[Start of Attachment]

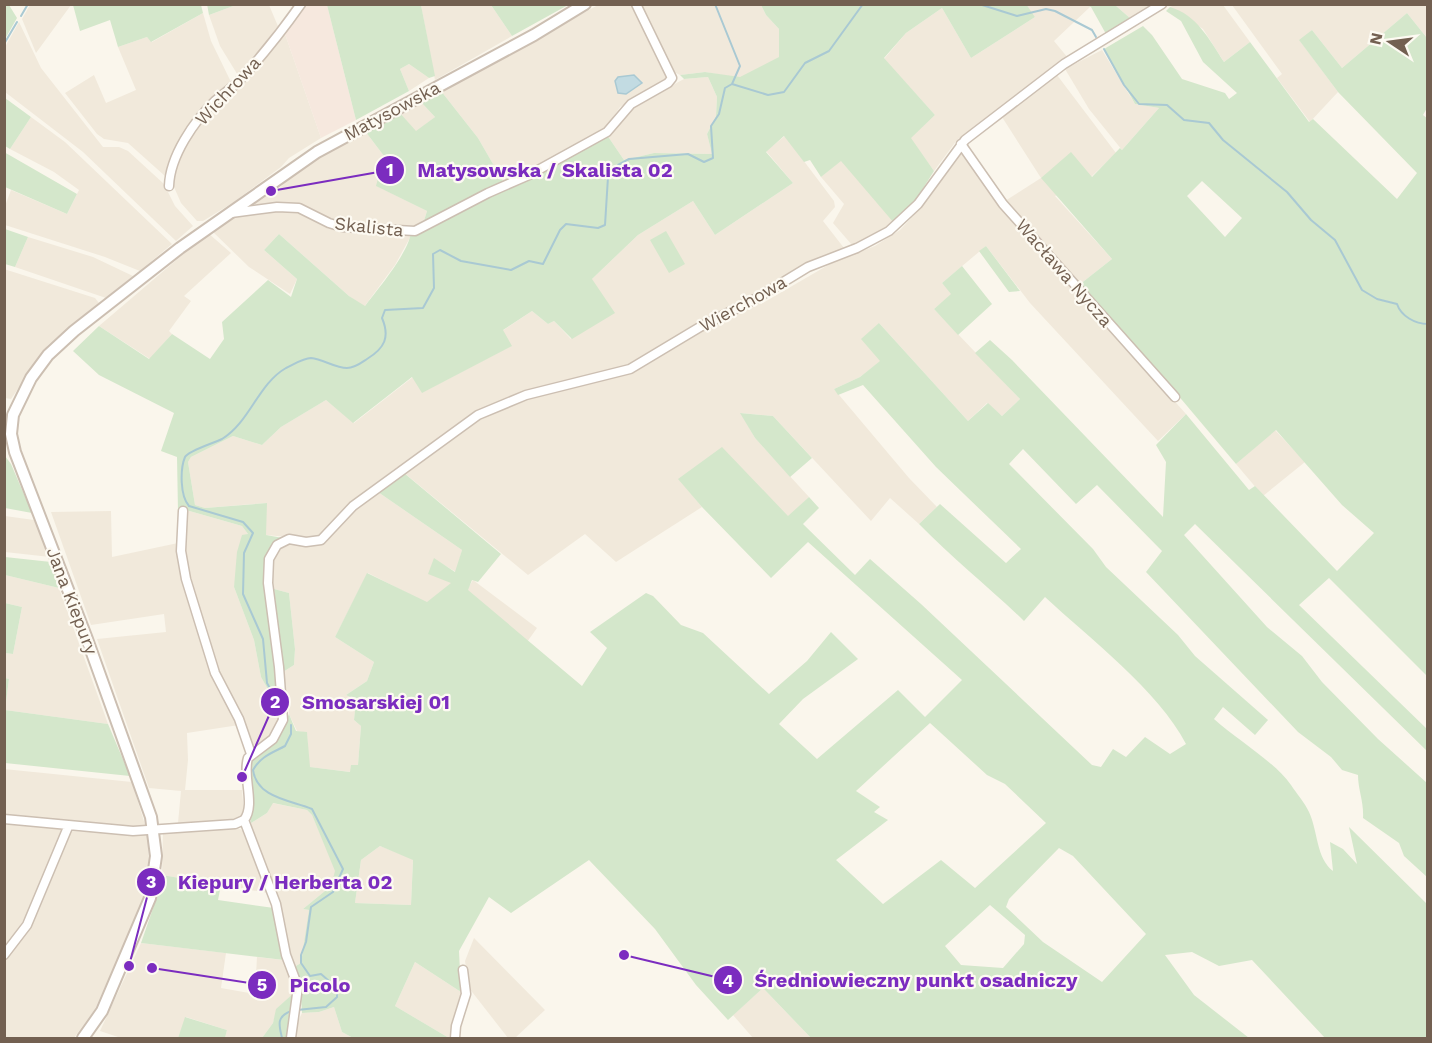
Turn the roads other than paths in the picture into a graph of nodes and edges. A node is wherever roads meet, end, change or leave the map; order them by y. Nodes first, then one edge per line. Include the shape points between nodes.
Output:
1 (301, 4) edge
2 (585, 4) edge
3 (636, 4) edge
4 (1162, 4) edge
5 (961, 144) junction
6 (169, 186) dead end
7 (231, 213) junction
8 (206, 229) joint
9 (1175, 397) dead end
10 (183, 511) dead end
11 (251, 754) junction
12 (4, 819) edge
13 (244, 820) junction
14 (68, 827) junction
15 (154, 830) junction
16 (4, 955) edge
17 (463, 970) dead end
18 (83, 1038) edge
19 (291, 1038) edge
20 (455, 1038) edge

1 - 6 street, Wichrowa via 252,66 205,112 181,148 169,176
2 - 7 street, Matysowska via 322,148
3 - 7 street, Skalista via 672,78 631,104 607,132 529,175 415,231 342,227 299,208
4 - 5 street, Wierchowa via 1064,64
5 - 9 street, Wacława Nycza via 1003,204
5 - 11 street, Wierchowa via 918,204 889,231 808,267 630,369 526,395 478,415 353,506 321,540 283,540 272,552 268,570 282,720 273,739
7 - 8 street, Matysowska
8 - 15 street, Jana Kiepury via 58,345 32,378 11,425 15,452 118,722
10 - 11 street via 181,551 186,579 215,673 239,719
11 - 13 street via 247,763 248,811
12 - 14 street
13 - 15 street
13 - 19 street via 279,913 286,955 298,987
14 - 15 street
14 - 16 street via 27,925
15 - 18 street, Jana Kiepury via 156,863 150,898 102,1011
17 - 20 street via 466,994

[End of Attachment]

Exercise description: Return all records above verbatim without their pictures.

Solution for this problem:
Turn the roads other than paths in the picture into a graph of nodes and edges. A node is wherever roads meet, end, change or leave the map; order them by y. Nodes first, then one edge per line. Include the shape points between nodes.
Output:
1 (301, 4) edge
2 (585, 4) edge
3 (636, 4) edge
4 (1162, 4) edge
5 (961, 144) junction
6 (169, 186) dead end
7 (231, 213) junction
8 (206, 229) joint
9 (1175, 397) dead end
10 (183, 511) dead end
11 (251, 754) junction
12 (4, 819) edge
13 (244, 820) junction
14 (68, 827) junction
15 (154, 830) junction
16 (4, 955) edge
17 (463, 970) dead end
18 (83, 1038) edge
19 (291, 1038) edge
20 (455, 1038) edge

1 - 6 street, Wichrowa via 252,66 205,112 181,148 169,176
2 - 7 street, Matysowska via 322,148
3 - 7 street, Skalista via 672,78 631,104 607,132 529,175 415,231 342,227 299,208
4 - 5 street, Wierchowa via 1064,64
5 - 9 street, Wacława Nycza via 1003,204
5 - 11 street, Wierchowa via 918,204 889,231 808,267 630,369 526,395 478,415 353,506 321,540 283,540 272,552 268,570 282,720 273,739
7 - 8 street, Matysowska
8 - 15 street, Jana Kiepury via 58,345 32,378 11,425 15,452 118,722
10 - 11 street via 181,551 186,579 215,673 239,719
11 - 13 street via 247,763 248,811
12 - 14 street
13 - 15 street
13 - 19 street via 279,913 286,955 298,987
14 - 15 street
14 - 16 street via 27,925
15 - 18 street, Jana Kiepury via 156,863 150,898 102,1011
17 - 20 street via 466,994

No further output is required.